141 Years and Still Going Strong, E.E. Ward Moving & Storage Co. Is the Oldest Black-Owned Business in the US
Founded by entrepreneur John T. Ward in 1881 in Columbus, Ohio, E.E. Ward Moving & Storage Co. has withstood the test of time and continues to operate as the oldest Black-owned business in the United States.
However, the Ohio-based company started as a stop on the Underground Railroad where Ward transported enslaved people to the next safe house using two horses and a wagon.
The company was passed along to his son, William Ward, and then to his grandson Edgar Earl Ward in 1899. Eldon Ward, John’s great-grandson, would be the last of the Ward family to own the business in 1945, as he didn’t have any children of his own to leave the family company. Despite that, Brian Brooks, an entrepreneur and Eldon’s godson, would take over and eventually buy the firm from Eldon in April 2001.
Today, Brooks and his wife Dominique run the business together.
E.E. Ward Moving & Storage Co. flourished after slavery was abolished, and has grown into one of the country’s most highly trusted moving companies.
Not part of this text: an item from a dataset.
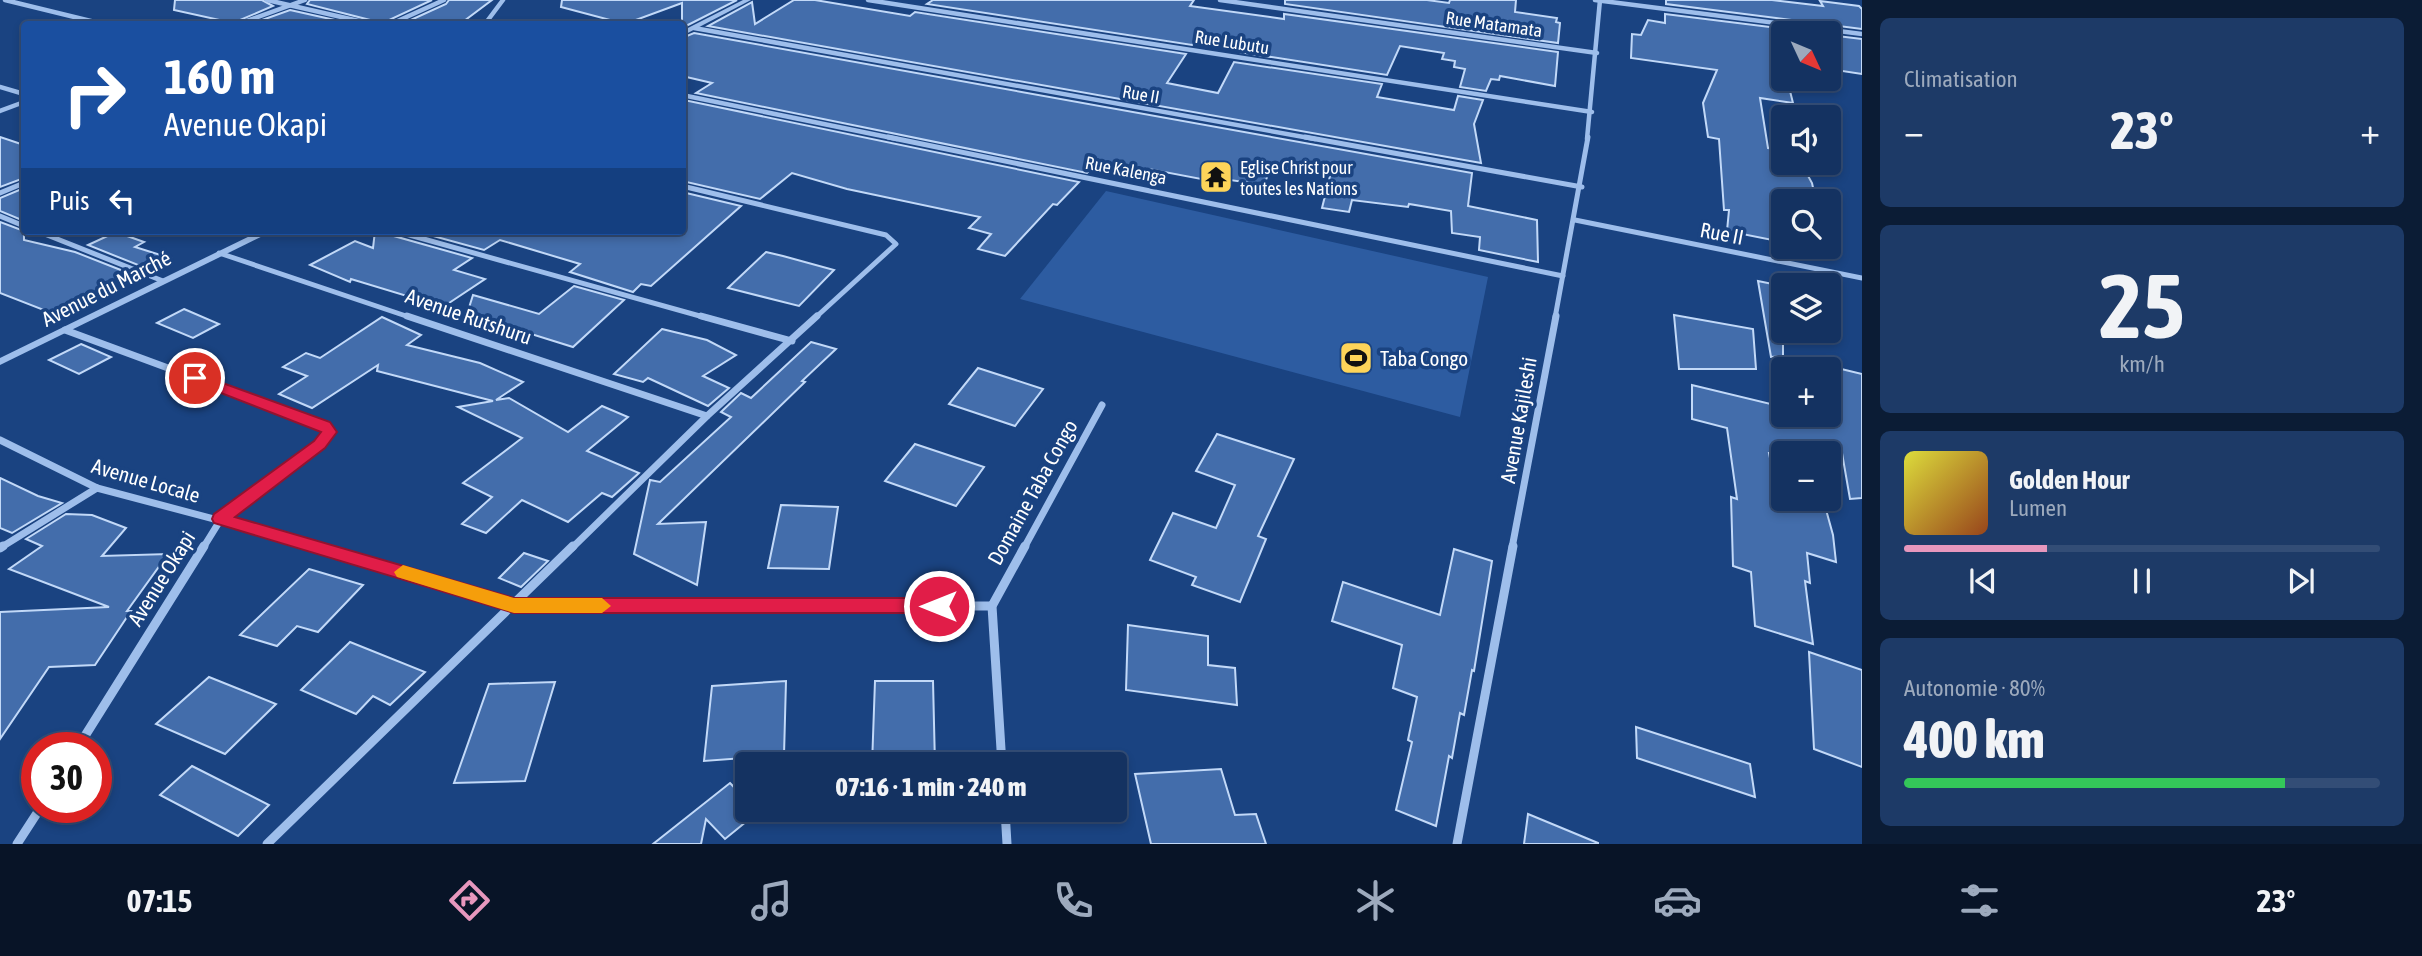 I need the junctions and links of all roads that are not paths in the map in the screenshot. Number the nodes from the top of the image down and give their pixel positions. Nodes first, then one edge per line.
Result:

As previously reported, E.E. Ward Moving & Storage Co. was the first Black-owned agent to receive the 2021 NorthAmerican Van Lines Agent of the Year Award.
The NorthAmerican Van Lines Agent of the Year honor is awarded to the agent that receives the best overall scores in service quality, hauling growth, sales growth, and safety performance, demonstrating the “Power of Blue” by supporting fellow agents and customers.
Having survived the Jim Crow South, the Reconstruction Era, the civil rights movement and currently a pandemic, the moving company has expanded its operations to the Carolinas with new offices in Charlotte and Raleigh.
“[E.E Ward] has been through the Civil War, the Great Depression, two world wars, the Great Recession, and 27 presidential terms, and never closed its doors,” Dominique told Finurah. “That’s an incredible story, and I think people can sit there and say, ‘Hmm, I can draw inspiration from that.’”
She continued, “We all can draw inspiration from [Ward’s] legacy of perseverance.”